Later on after physical synthesis, IP block descriptions are implemented and more accurate aggression models can be calculated. Then the cross talk noise is re-analysed to provide a more accurate assessment.

When the assessment is marginal, the analysis report system can be used to identify the major sources of interference for each vitctim as well as to follow the path through the combination of substrate and interconnect. This dramatically improves the efficiency of designers in increasing the robustness of the ESI performance.

Final verification

The last application allows final assessment of ESI based on the actual physical system implementation stored in the physical design database. The greater level of detail available at this point allows for more accurate modelling of the aggression and cross-talk functions.

Nevertheless, this does not impact significantly on the overall assessment of the performance as the analysis uses the floorplanning results to focus the accuracy along the critical paths that have already been identified.

Conclusion

A consistent set of algorithms for analysing ESI throughout the design cycle provides the designer with some key advantages. Being able to identify and measure the effect of both aggressor circuits and the vulnerability of the victim circuits automatically from both analogue and RF blocks and other digital blocks across the chip is vital. Using this data early on for floorplanning, though the design phase and in physical verification provides a consistent, measurable, analysis methodology, rather than using point tools to identify problems and them trying to solve the problems without introducing more problems in other areas.
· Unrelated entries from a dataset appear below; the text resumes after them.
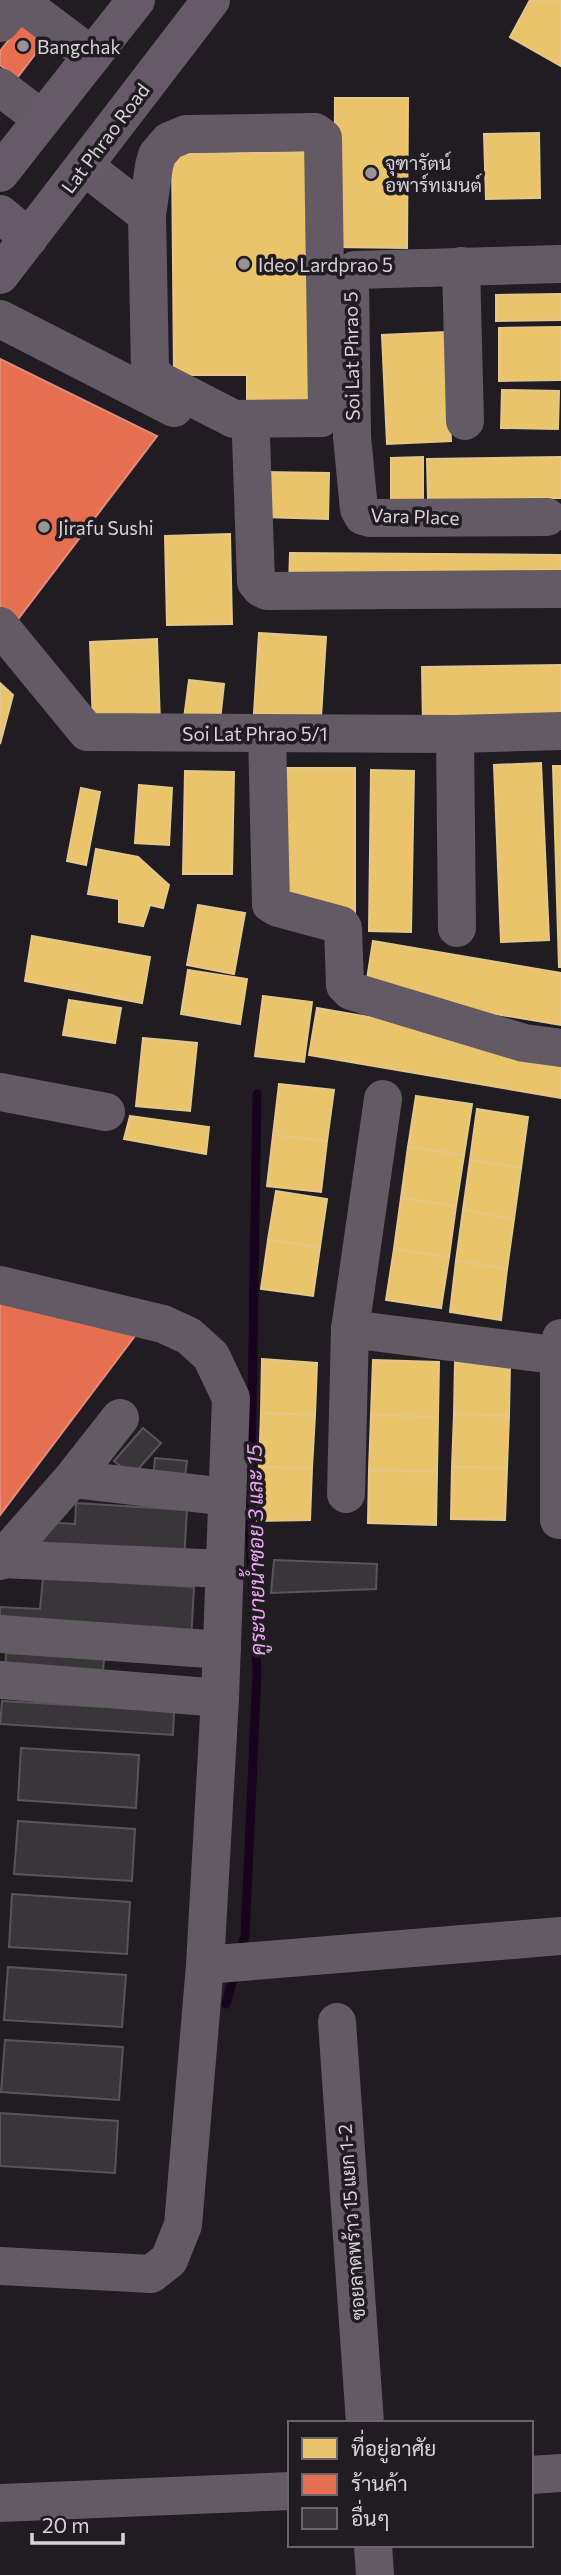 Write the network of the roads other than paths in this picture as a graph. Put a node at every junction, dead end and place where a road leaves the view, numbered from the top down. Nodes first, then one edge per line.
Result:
1 (136, 0) edge
2 (211, 0) edge
3 (0, 23) edge
4 (92, 56) junction
5 (0, 88) edge
6 (42, 119) junction
7 (84, 166) junction
8 (0, 173) edge
9 (0, 214) edge
10 (147, 215) junction
11 (29, 238) junction
12 (561, 264) edge
13 (461, 266) junction
14 (0, 275) edge
15 (0, 319) edge
16 (465, 421) dead end
17 (251, 437) junction
18 (352, 437) junction
19 (547, 517) dead end
20 (561, 589) edge
21 (0, 626) edge
22 (561, 731) edge
23 (267, 733) junction
24 (455, 734) junction
25 (457, 928) dead end
26 (561, 1048) edge
27 (0, 1092) edge
28 (383, 1098) dead end
29 (106, 1112) dead end
30 (0, 1285) edge
31 (350, 1329) junction
32 (560, 1350) edge
33 (120, 1418) dead end
34 (72, 1479) junction
35 (346, 1494) dead end
36 (227, 1497) junction
37 (559, 1520) edge
38 (1, 1560) edge
39 (225, 1569) junction
40 (0, 1634) edge
41 (157, 1646) junction
42 (222, 1650) junction
43 (0, 1680) edge
44 (154, 1693) junction
45 (220, 1698) junction
46 (561, 1936) edge
47 (214, 1964) junction
48 (337, 2022) dead end
49 (0, 2266) edge
50 (0, 2278) edge
51 (365, 2421) edge
52 (561, 2473) edge
53 (533, 2475) edge
54 (288, 2491) edge
55 (4, 2507) edge
56 (373, 2547) edge
57 (375, 2575) edge

1 - 4 main road
2 - 7 main road, Lat Phrao Road
3 - 4 street
4 - 6 main road
5 - 6 street
6 - 8 main road
7 - 10 street
7 - 11 main road, Lat Phrao Road
9 - 11 main road
10 - 10 street
11 - 14 main road, Lat Phrao Road
12 - 13 street, Soi Lat Phrao 5
13 - 16 street
13 - 18 street, Soi Lat Phrao 5
15 - 17 street, Soi Lat Phrao 5
17 - 18 street, Soi Lat Phrao 5
17 - 20 street
18 - 19 street, Vara Place
21 - 23 street, Soi Lat Phrao 5/1
22 - 24 street, Soi Lat Phrao 5/1
23 - 24 street, Soi Lat Phrao 5/1
23 - 26 street
24 - 25 street
27 - 29 street
28 - 31 street
30 - 36 street
31 - 32 street
31 - 35 street
32 - 37 street
33 - 34 street
34 - 36 street
34 - 38 street
36 - 39 street
38 - 39 street
39 - 42 street
40 - 41 street
41 - 42 street
41 - 44 street
42 - 45 street
43 - 44 street
44 - 45 street
45 - 47 street
46 - 47 street
47 - 49 street
48 - 51 street, ซอยลาดพร้าว 15 แยก 1-2
49 - 50 street
52 - 53 street
54 - 55 street
56 - 57 street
In this way the design times of integrated RF devices can be decreased, yields increased and costs improved to add wireless capabilities cost effectively to the next generation of consumer products.u

Francoise Clement is chief technology officer and co-founder of Coupling Wave Solutions in Grenoble, France. Coupling Wave solutions was founded in Grenable, France, in August 2004 by Breuc Turluche, the former president of Ansoft Europe and Francois Clement, co-founder of EDA startup Snaketech. Both have more than 15 years experience in the EDA industry, and Clement holds several patents.